Comparativo Corvette C6 - 1:64


Greenlight – Matchbox – Hot Wheels

Ao colecionar modelos, sempre temos alguns de nossa preferência, e os Corvette tem sido uma das minhas paixões. Gosto muito dos americanos e europeus dos anos 50 e 60, e quando vamos colocando os modelos de diversos fabricantes lado a lado, podemos ver as diferenças de casting e acabamento que cada um tem.
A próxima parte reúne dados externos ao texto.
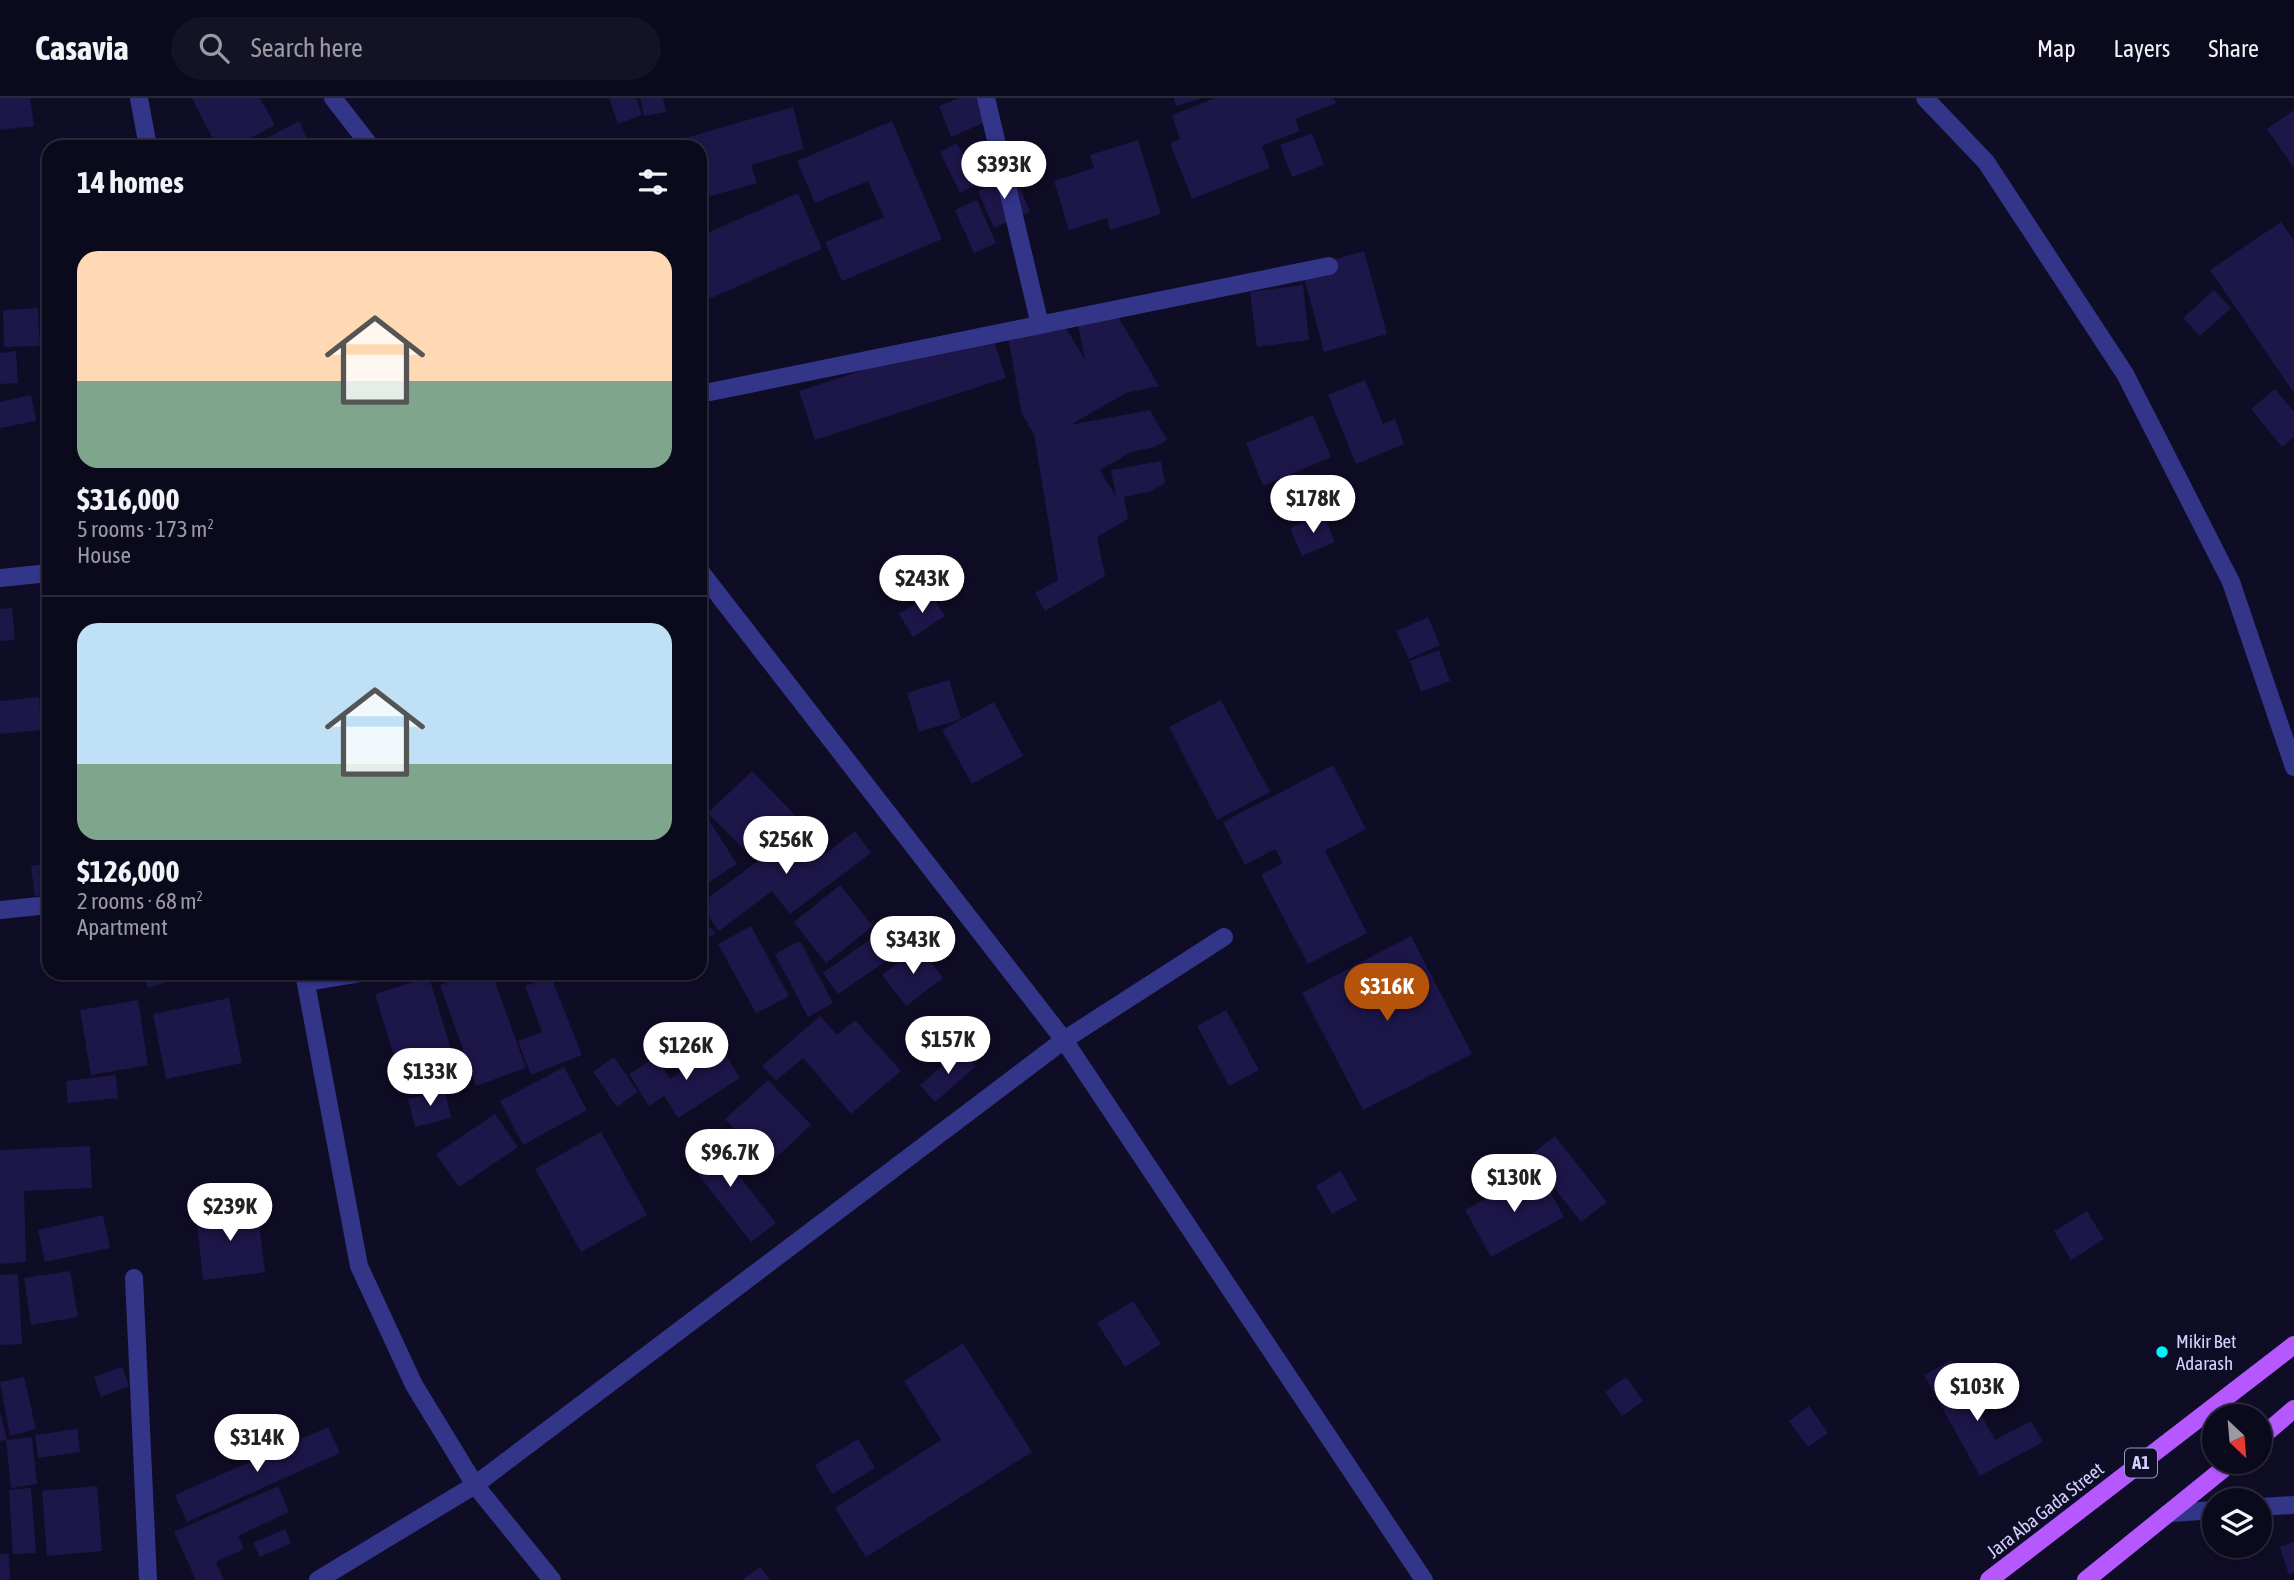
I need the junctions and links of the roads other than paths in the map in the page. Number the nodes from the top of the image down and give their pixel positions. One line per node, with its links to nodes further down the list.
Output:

Neste comparativo, temos o Corvette C6 da Greenlight, da Matchbox e da Hot Wheels, e já notamos que as linhas do Greenlight parecem mais delicadas, até porque este é o único que abre o capô dianteiro. Ele tem as bordas do para-brisas, janelas e vigia traseira emolduradas em preto, limpadores e cobertura dos faróis principais, itens inexistentes nos outros modelos. Os recortes de ventilação do motor no paralama dianteiro e do freio antes da caixa da roda traseira são bem definidos e enriquecem a lateral do modelo. Os espelhos retrovisores têm o desenho e proporções corretos, na medida do possível nesta escala. Há os olhos de gato nas laterais e a lanterna de posição dianteira vem pintada de prateada, contribuindo para uma boa impressão quando olhamos a frente do modelo. Na traseira, as lanternas são bem demarcadas e as saídas de escapamento são bem reproduzidas. As rodas e pneus parecem um pouco fora de proporção, os da Matchbox parecem mais adequados para um modelo esportivo como esse.
O casting da Matchbox é mais rústico, com os recortes de portas e capô exagerados, assim como a junção superior do para-brisa com o teto ficou um degrau estranho ali. Ele traz os limpadores mais simplificados, que o Hot Wheels não tem. Como citado, as rodas parecem mais proporcionais em termos de perfil e tamanho da roda, que tem um desenho comum a muitos modelos da Matchbox. A frente é pouco detalhada, e quase não se nota as luzes de posição nas extremidades da abertura de ventilação frontal. Os espelhos são afixados no canto inferior da janela das portas, e a traseira tem pouco detalhamento, sem as lanternas demarcadas em vermelho, como no Greenlight.
Já o Hot Wheels tem o casting padrão da empresa, bem pouco detalhado, e sendo um Mainline, traz as rodas padrão, não tem espelhos retrovisores, nem limpadores de para-brisas, nem um decalque nos faróis dianteiros. Na lateral, a abertura de ventilação no paralama dianteiro aparece, mas não há a entrada de ar para o freio traseiro. Não há detalhamento de molduras do para-brisas, janelas ou vigia traseira. Na traseira, as lanternas também não trazem decalques, nem placa, nem saídas de escapamento. O spoiler dianteiro parece um tanto exagerado, bem menor no Matchbox e inexistente no Greenlight.
Em termos de decoração, o Greenlight reproduz um carro normal, o Matchbox traz duas largas faixas pretas com frisos brancos, denotando uma versão diferenciada, e o Hot Wheels traz umas faixas laterais bem fantasiosas. Este modelo do Corvette acaba deixando a desejar, porque a Mattel tem outros modelos que são bem melhor detalhados no que diz respeito ao acabamento.